COVID-19 Vaccine Themes Persist in Fraud SchemesFraudsters Impersonate Vaccine Manufacturers, WHO, DHL
The schemes include business email compromise scams, messages with malicious attachments used to deliver malware and phishing emails designed to harvest credentials - including usernames and passwords for Microsoft Office 365, according to Proofpoint.
The Proofpoint report notes social engineering attacks leveraging vaccine themes have increased over the last two months as pharmaceutical companies have ramped up production (see: COVID-19 Vaccine Documents, Personal Data Leaked).

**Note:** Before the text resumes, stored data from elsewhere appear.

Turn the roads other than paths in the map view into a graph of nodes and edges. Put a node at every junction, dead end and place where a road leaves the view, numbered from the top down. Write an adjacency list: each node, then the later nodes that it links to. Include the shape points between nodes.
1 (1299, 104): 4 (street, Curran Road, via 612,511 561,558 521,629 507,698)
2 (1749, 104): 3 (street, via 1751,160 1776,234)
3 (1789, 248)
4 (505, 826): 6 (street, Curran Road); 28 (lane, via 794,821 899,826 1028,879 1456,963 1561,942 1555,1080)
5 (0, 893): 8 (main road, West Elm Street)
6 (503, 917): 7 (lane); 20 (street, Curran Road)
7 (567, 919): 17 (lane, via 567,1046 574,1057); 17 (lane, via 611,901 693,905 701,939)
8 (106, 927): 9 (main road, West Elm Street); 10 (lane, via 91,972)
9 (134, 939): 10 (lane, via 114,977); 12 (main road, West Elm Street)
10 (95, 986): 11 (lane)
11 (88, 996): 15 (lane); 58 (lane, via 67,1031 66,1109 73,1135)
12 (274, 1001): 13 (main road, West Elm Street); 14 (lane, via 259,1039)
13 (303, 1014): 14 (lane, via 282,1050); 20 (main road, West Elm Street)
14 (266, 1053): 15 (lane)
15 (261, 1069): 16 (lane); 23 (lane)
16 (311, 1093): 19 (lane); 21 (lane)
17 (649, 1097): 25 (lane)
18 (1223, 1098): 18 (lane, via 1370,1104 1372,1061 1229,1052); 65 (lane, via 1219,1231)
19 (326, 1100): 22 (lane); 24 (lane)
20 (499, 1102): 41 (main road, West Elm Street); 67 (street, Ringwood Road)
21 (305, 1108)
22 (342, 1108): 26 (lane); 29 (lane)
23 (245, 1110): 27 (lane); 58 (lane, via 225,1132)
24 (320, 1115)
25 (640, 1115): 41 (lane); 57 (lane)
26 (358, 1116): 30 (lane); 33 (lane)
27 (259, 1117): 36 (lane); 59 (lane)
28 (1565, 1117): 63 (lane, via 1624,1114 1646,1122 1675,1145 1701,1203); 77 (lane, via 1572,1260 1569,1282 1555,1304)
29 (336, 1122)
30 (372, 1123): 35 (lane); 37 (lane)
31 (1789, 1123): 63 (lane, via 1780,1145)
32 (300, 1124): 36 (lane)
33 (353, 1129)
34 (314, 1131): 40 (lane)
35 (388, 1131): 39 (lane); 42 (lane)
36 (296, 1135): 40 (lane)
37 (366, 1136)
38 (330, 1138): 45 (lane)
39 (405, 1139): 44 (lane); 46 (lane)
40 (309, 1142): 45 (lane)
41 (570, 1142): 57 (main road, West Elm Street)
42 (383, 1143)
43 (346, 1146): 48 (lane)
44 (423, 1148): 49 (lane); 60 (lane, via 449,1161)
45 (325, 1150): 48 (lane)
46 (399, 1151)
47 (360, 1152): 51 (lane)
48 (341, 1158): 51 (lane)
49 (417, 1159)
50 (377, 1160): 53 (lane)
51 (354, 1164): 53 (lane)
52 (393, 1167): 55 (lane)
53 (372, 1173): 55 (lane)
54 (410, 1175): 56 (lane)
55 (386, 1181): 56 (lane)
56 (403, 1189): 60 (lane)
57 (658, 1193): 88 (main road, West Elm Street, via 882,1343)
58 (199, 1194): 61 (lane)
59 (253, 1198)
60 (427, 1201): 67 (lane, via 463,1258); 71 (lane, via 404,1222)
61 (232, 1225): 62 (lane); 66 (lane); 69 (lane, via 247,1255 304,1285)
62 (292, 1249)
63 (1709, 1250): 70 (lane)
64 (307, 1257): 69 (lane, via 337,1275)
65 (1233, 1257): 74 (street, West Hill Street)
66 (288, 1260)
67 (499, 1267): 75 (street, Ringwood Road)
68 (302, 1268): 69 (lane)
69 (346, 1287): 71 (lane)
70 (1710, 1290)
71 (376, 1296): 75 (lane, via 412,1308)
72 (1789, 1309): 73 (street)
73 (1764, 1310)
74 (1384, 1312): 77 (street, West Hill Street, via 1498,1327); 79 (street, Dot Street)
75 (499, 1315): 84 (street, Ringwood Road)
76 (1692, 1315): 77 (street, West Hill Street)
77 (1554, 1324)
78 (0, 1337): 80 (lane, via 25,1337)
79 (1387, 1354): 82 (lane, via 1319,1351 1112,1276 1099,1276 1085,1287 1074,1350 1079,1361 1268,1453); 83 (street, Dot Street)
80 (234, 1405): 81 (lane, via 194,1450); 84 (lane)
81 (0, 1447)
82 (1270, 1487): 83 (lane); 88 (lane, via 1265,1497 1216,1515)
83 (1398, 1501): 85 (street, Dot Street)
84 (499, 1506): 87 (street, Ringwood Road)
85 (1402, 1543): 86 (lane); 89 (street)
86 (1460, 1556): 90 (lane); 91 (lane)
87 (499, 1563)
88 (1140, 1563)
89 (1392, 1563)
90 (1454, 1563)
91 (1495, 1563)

"Many actors across most geographies are continuing to leverage COVID-19 social engineering, which is an extension of a trend we've observed since January 2020," says Sherrod DeGrippo, senior director of threat research and detection at Proofpoint
Proofpoint found schemes that have spoofed several well-known brands, such as delivery service DHL, as well as vaccine manufacturers in the U.S., Canada, Austria and Germany, according to the report. Other phishing emails are designed to appear as if they originated with the World Health Organization (see: WHO Reports 'Dramatic' Increase in Cyberattacks).
"Threat actors are able to change their tactics quickly and align social engineering themes to the news cycle, including the use of stolen branding to give credibility to their attack,” DeGrippos says. “Looking at the news cycle for 2021, possible threat campaigns tied to the new administration’s first 100 days, the gradual reopening of certain industries, and the Tokyo Olympics are potential social engineering themes.”
In December 2020, Proofpoint tracked a large-scale BEC scheme that attempted to use COVID-19 vaccine news and rumors of a possible merger or acquisition as a way to target executives, including those with titles such as vice president, general manager and managing director.
"These emails projected that COVID-19 vaccines would fuel the world's economic recovery," according to Proofpoint. "The email purported to be from an executive asking the recipient for their cooperation in a confidential acquisition of a foreign company. It claimed that this is an opportune moment to make the acquisition as in the 'midst of every crisis lies a great opportunity.'"
A smaller BEC scam using similar COVID-19 vaccine messages in emails was also spotted on Jan. 11. Both BEC campaigns potentially could gather information from unsuspecting employees that could be used later to steal company funds, DeGrippo says.
In December 2020, the FBI warned that since the COVID-19 pandemic began, BEC fraudsters have also been attempting to taking advantage of the auto-forwarding feature within compromised email inboxes to trick employees to send them money under the guise of legitimate payments to third parties (see: FBI: BEC Scams Are Using Email Auto-Forwarding ).
On Jan. 12, Proofpoint began tracking several hundred phishing emails sent to organizations throughout the U.S. These contained malicious attachments portrayed as containing information about COVID-19 vaccine safety. Some spoofed images and logos from the WHO to add legitimacy.
If victims open the attached document, their devices are compromised by AgentTesla, which acts as a keylogger and information stealer, according to Proofpoint. This malware has become increasing popular with cybercriminals and fraudsters, including gangs running BEC scams (see: Interpol Busts Massive Nigerian BEC Gang).
The Proofpoint researchers report that the threat actor attempting to infect devices with AgentTesla has been using COVID-19 lures since March 2020.
Starting on Thursday, Proofpoint began tracking a phishing campaign designed to steal Office 365 and other credentials. These messages, which spoof DHL, target organizations in the U.S., Germany and Austria, according to the report.
The phishing emails, which use DHL logos, urge the potential victims to click a malicious link and to "go online to submit your correct address so we can deliver your package today," according to the report. If the link is clicked, the victims are taken to a landing page with a DHL logo and asked to input their credentials, which are then harvested by the fraudsters.
"The subject 'COVID-19 vaccine distribution - Re-confirm your delivery address' implied to the recipient that the specific package is supposedly a COVID-19 vaccine," the report states.